Over the years the appeal of British Made apparel and footwear has continued to increase, with numerous countries overseas, including China and Japan, valuing items bearing the Made in the UK label more than their own home-made apparel. For smaller fashion brands, which manufacture their apparel and footwear in the UK a weaker pound will likely help sell their goods faster overseas. However, at the moment Britain sells 50 percent of its exports to the European Union, which includes fashion, some wonder if these countries will continue to purchases British-made fashion without the tariff-free trade policy currently in place.

Brexit likely to hit cost of raw materials and oversea labour

In addition, the drop in the value of the pound is also likely to affect the cost of raw materials, as many resources used by the UK fashion industry, such as cotton, leather and wool are imported from overseas. “Certainly the drop in the value of the pound that has happened will help make our goods cheaper overseas and help increase exports – but what will it do to the cost of raw materials, many of which are imported?” questions Katie Hills, founder of Make it British and of trade show Meet the Manufacturer.

Another issue likely to affect UK fashion and textile manufacturers following the Brexit is the restriction of free movement. “One of the issues influencing the textile industry in wanting to remain [in the EU] is the difficulty in finding skilled workers for the UK clothing industry from without importing staff from countries in Eastern Europe, where these skills are still taught and valued,” adds Hills.
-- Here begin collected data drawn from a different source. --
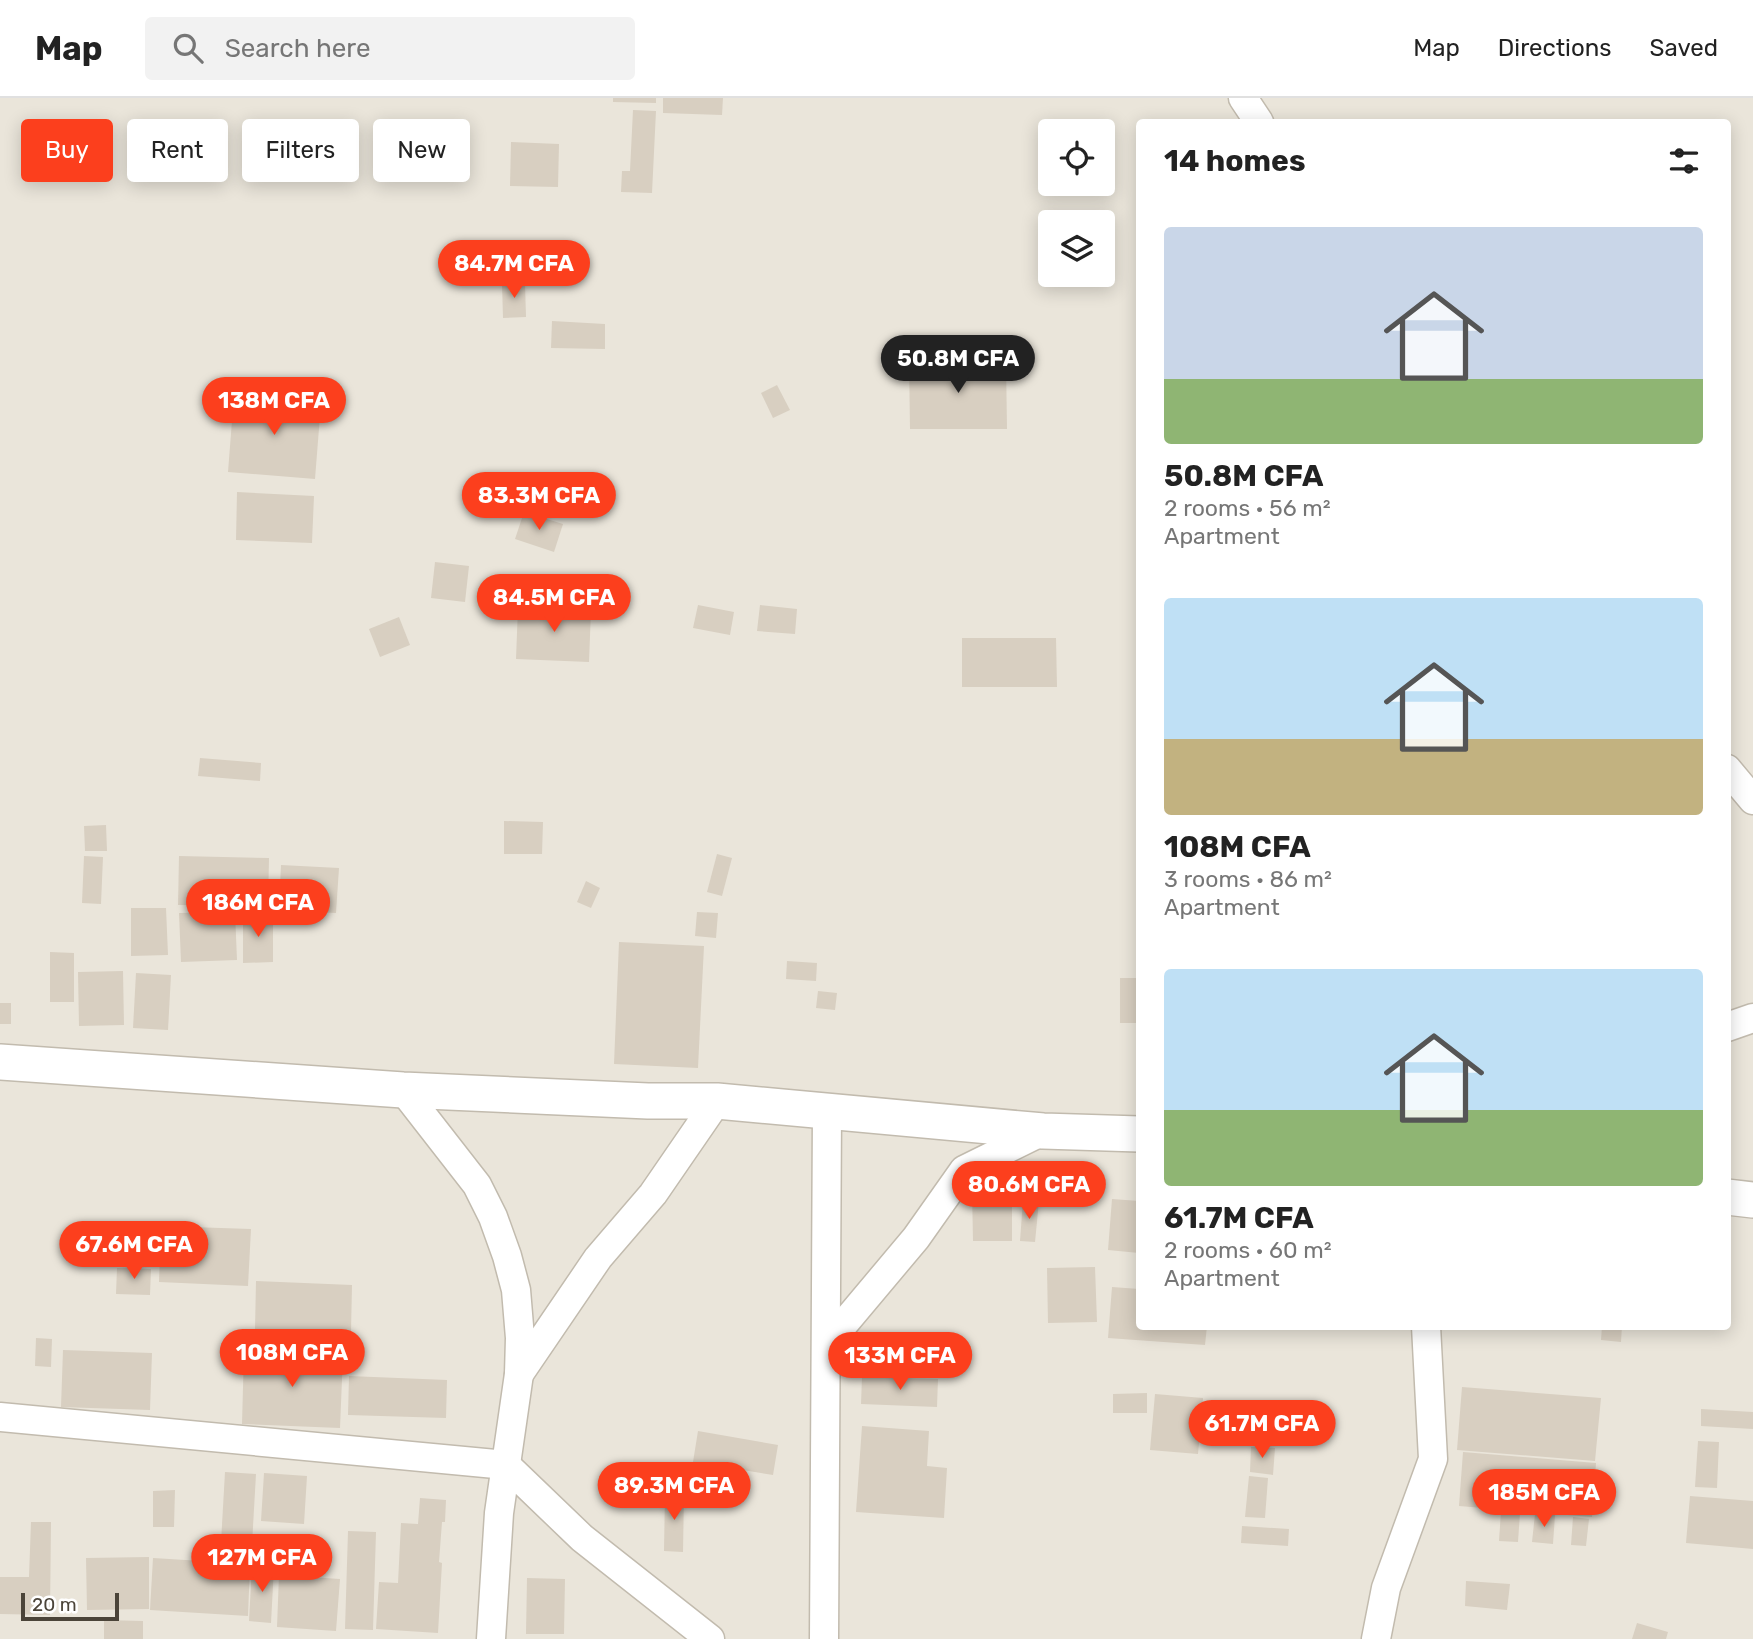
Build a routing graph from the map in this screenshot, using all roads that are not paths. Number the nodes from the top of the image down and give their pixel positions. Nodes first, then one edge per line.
1 (1243, 98) edge
2 (1257, 119) edge
3 (1731, 774) edge
4 (1753, 800) edge
5 (1753, 1018) edge
6 (1731, 1026) edge
7 (0, 1062) edge
8 (403, 1090) junction
9 (717, 1101) junction
10 (827, 1112) junction
11 (1043, 1131) junction
12 (1136, 1135) edge
13 (1731, 1197) edge
14 (1753, 1200) edge
15 (1426, 1330) edge
16 (827, 1345) junction
17 (519, 1374) junction
18 (0, 1417) edge
19 (506, 1465) junction
20 (491, 1639) edge
21 (710, 1639) edge
22 (824, 1639) edge
23 (1376, 1639) edge

1 - 2 street
3 - 4 street
5 - 6 street
7 - 8 street
8 - 9 street
8 - 17 street
9 - 10 street
9 - 17 street
10 - 11 street
10 - 16 street
11 - 12 street
11 - 16 street
13 - 14 street
15 - 23 street
16 - 22 street
17 - 19 street
18 - 19 street
19 - 20 street
19 - 21 street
If restrictions are placed on how and where workers from overseas can live and work in the UK then it may become increasingly difficult for local fashion manufacturers to hire the workers they need to produce their products.

The EU continues to play a "much bigger role in the supply chain"

“Bigger high street players are likely to find the Brexit development much more challenging, especially as newcomers to the EU (Hungary, Romania, Bulgaria) have provided important labour pools for large-scale fashion production,” stresses Couttigane. “These are important resources and, more widely speaking, the EU plays a much bigger role in the supply chain, from fabric sourcing in Italy to assembly in central and Eastern Europe.” The EU also provided a significant amount of funding for research and development, which has benefitted UK fashion and textile manufacturers, who will not miss out on the extra funding. “How will this affect the development of innovation by these manufacturers now?” asks Hills.

Although there are a series of both pros and cons for UK manufacturers following the Brexit, there is certainly room for smaller and medium sized businesses to thrive and the potential positives seem to outweigh the negatives - depending on which route producers chosen to take. “We are likely to see these retailers: a) look to forge favourable ongoing relationships with current suppliers, or b) seek bigger opportunities elsewhere, for example with North Africa, China and India,” predicts Couttigane. “While we may see some turning to British manufacturers to supplement some collections, I don’t think this is likely to encapsulate full ranges. For a start, this may well put too much pressure on UK manufacturers.”

UK manufacturers to benefit from offering smaller, faster turnaround ranges following Brexit

“Secondly, although it might be quicker to use domestic suppliers, it may not be the most cost-effective route for large retailers. However, what I can see happening is a growing trend towards faster refreshment, with many retailers introducing smaller collections more frequently throughout the year, because newness remains a big driver in fashion retail. For these smaller, quick turnaround ranges, UK manufacturers could be well-placed to capture custom from the fall-out with suppliers,” concludes Couttigane.

Hills: “Either way, one thing is for sure – UK manufacturers are likely to see a lot of instability and uncertainty over the next few months and years.”